Le journal quotidien du spectacle vivant en France. Critiques, annonces, portraits, entretiens, Off et Festival d’Avignon depuis 1991 ! Siège à Avignon, Vaucluse, P.A.C.A.
Par Les Trois Coups
Perdus dans le désert
de l’image
Par Laura Plas
Les Trois Coups.com
Amarillo.– 1. Ville américaine. 2. Pièce de la troupe mexicaine Lineas de sombra sur ce rêve américain qui pousse chaque année d’innombrables Mexicains à passer la frontière au risque de leur vie. Un spectacle formellement impressionnant, mais qui, pour ne pas céder à la facilité, nous laisse de l’autre côté du mur : perplexes, voire un peu vides.
« Amarillo » | © http://blendaimage.com
On ne peut les dénombrer : ceux qui ont réussi à passer, mais aussi ceux qui ont échoué et puis ceux qui ne sont jamais revenus, les disparus. Et le Mexique perd ses hommes, son sang. « Amarillo » évoque à sa manière, c’est-à-dire en mêlant vidéo et interprétation mais sans raconter, cette catastrophe. La pièce parle des vivants, mais surtout des morts dont il ne reste que l’image, la trace.

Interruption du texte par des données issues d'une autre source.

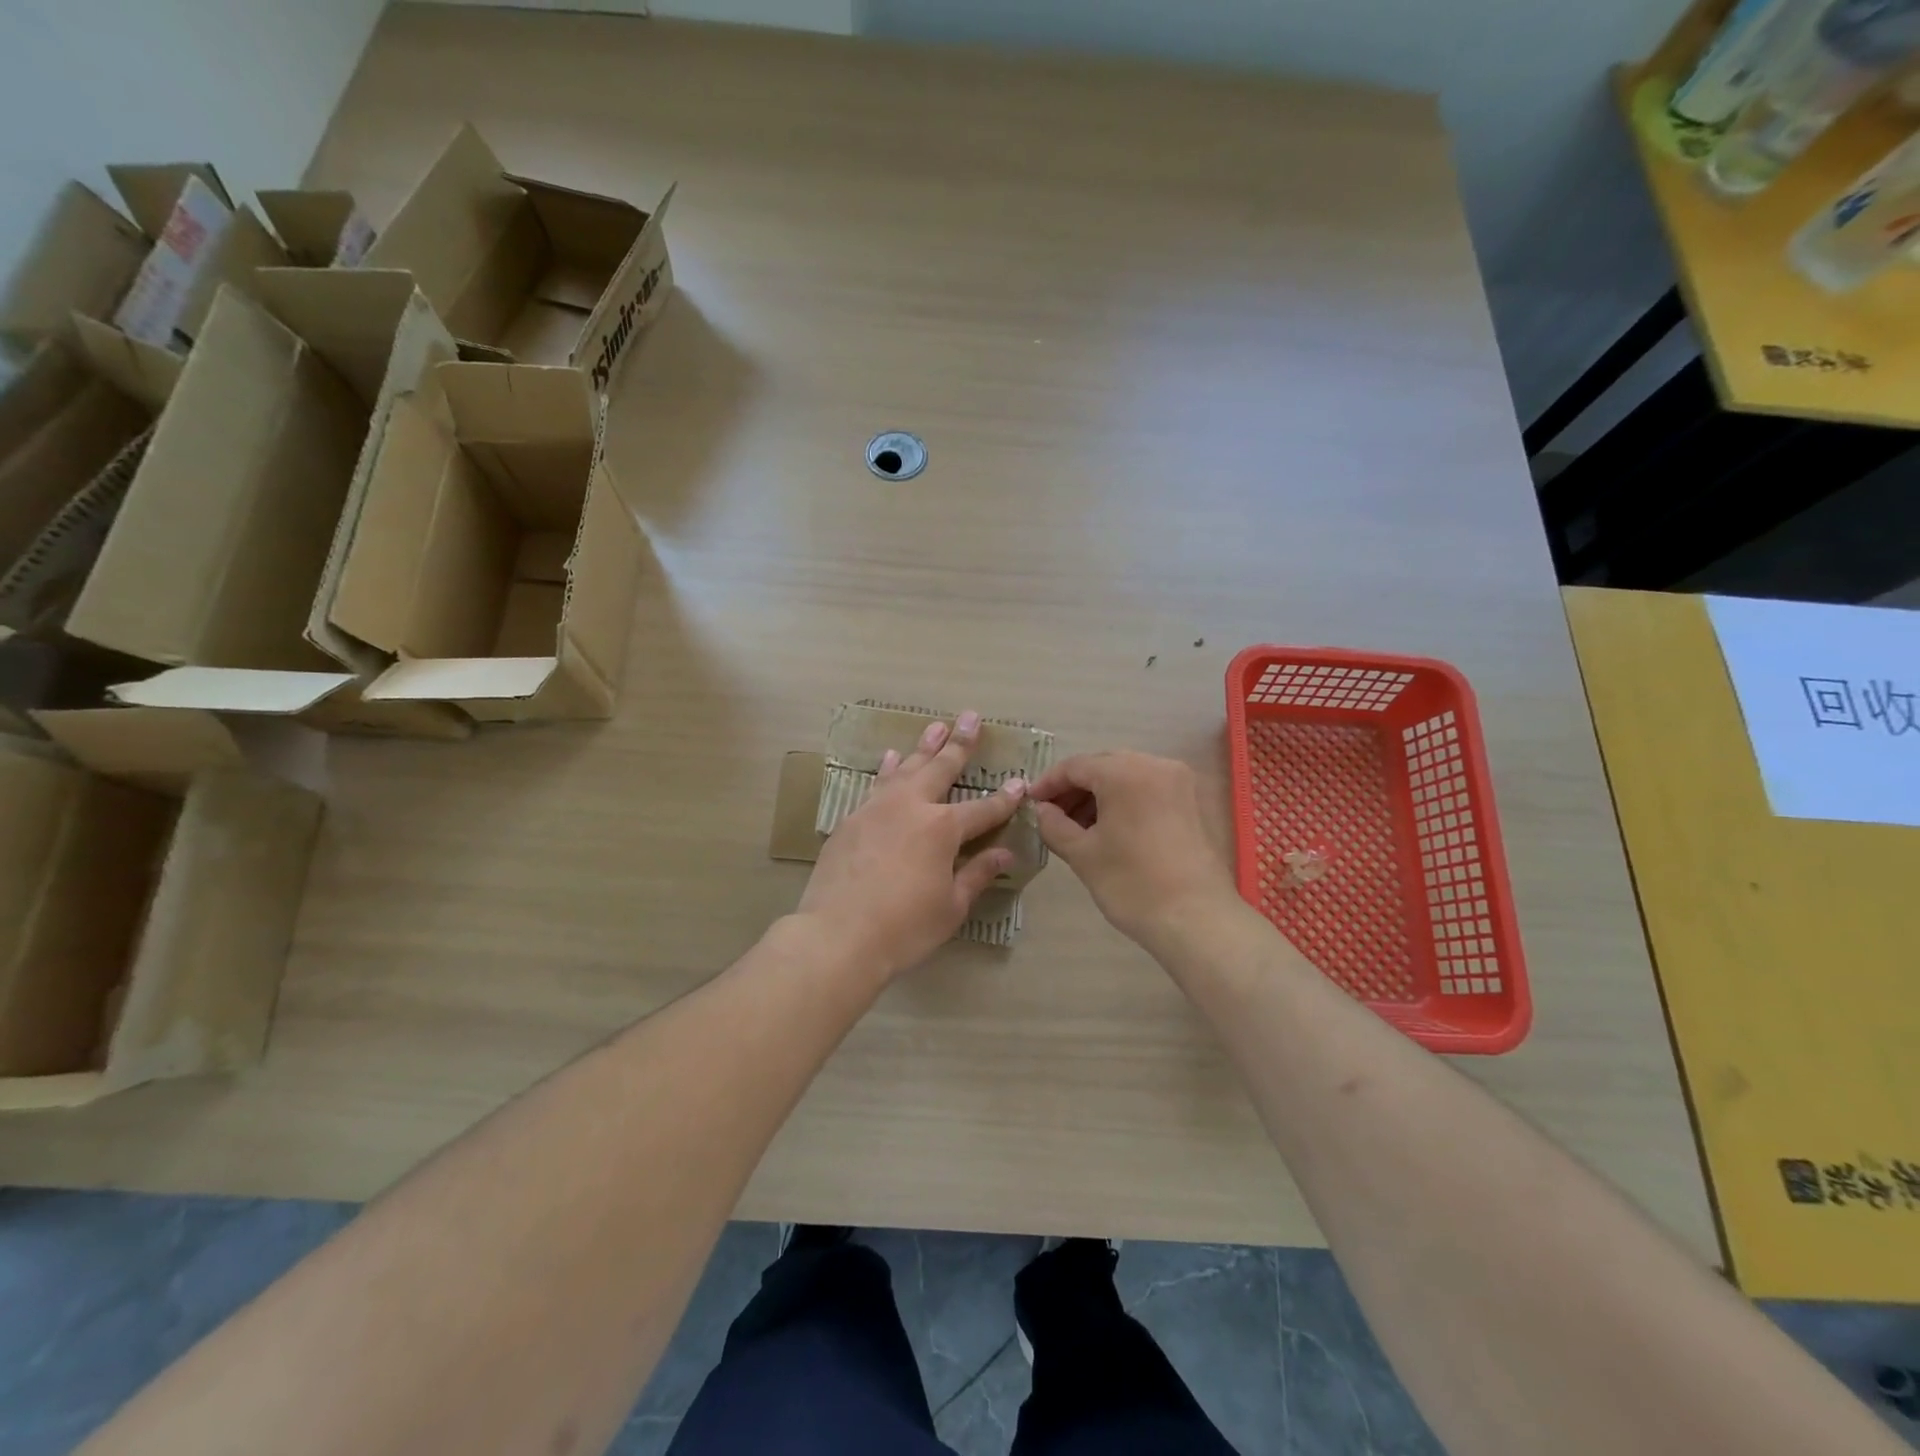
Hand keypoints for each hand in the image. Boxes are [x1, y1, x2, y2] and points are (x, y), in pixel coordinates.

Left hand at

La scène est écrasée par un mur qui en barre le fond et nous enferme du côté mexicain. Sur ce mur de la honte, gris et massif, sont sans cesse projetées des images captées en direct. Le mur devient ainsi une page sur laquelle le rêve vient s’échouer. Car on a beau se jeter contre, parvenir à s’y suspendre, l’effort est vain. Jamais on ne passe de l’autre côté. Au contraire, le mur semble manger les corps. Sur sa surface, ils s’aplatissent, s’abolissent. Ne reste qu’un motif (celui de la Crucifixion), qu’une trace.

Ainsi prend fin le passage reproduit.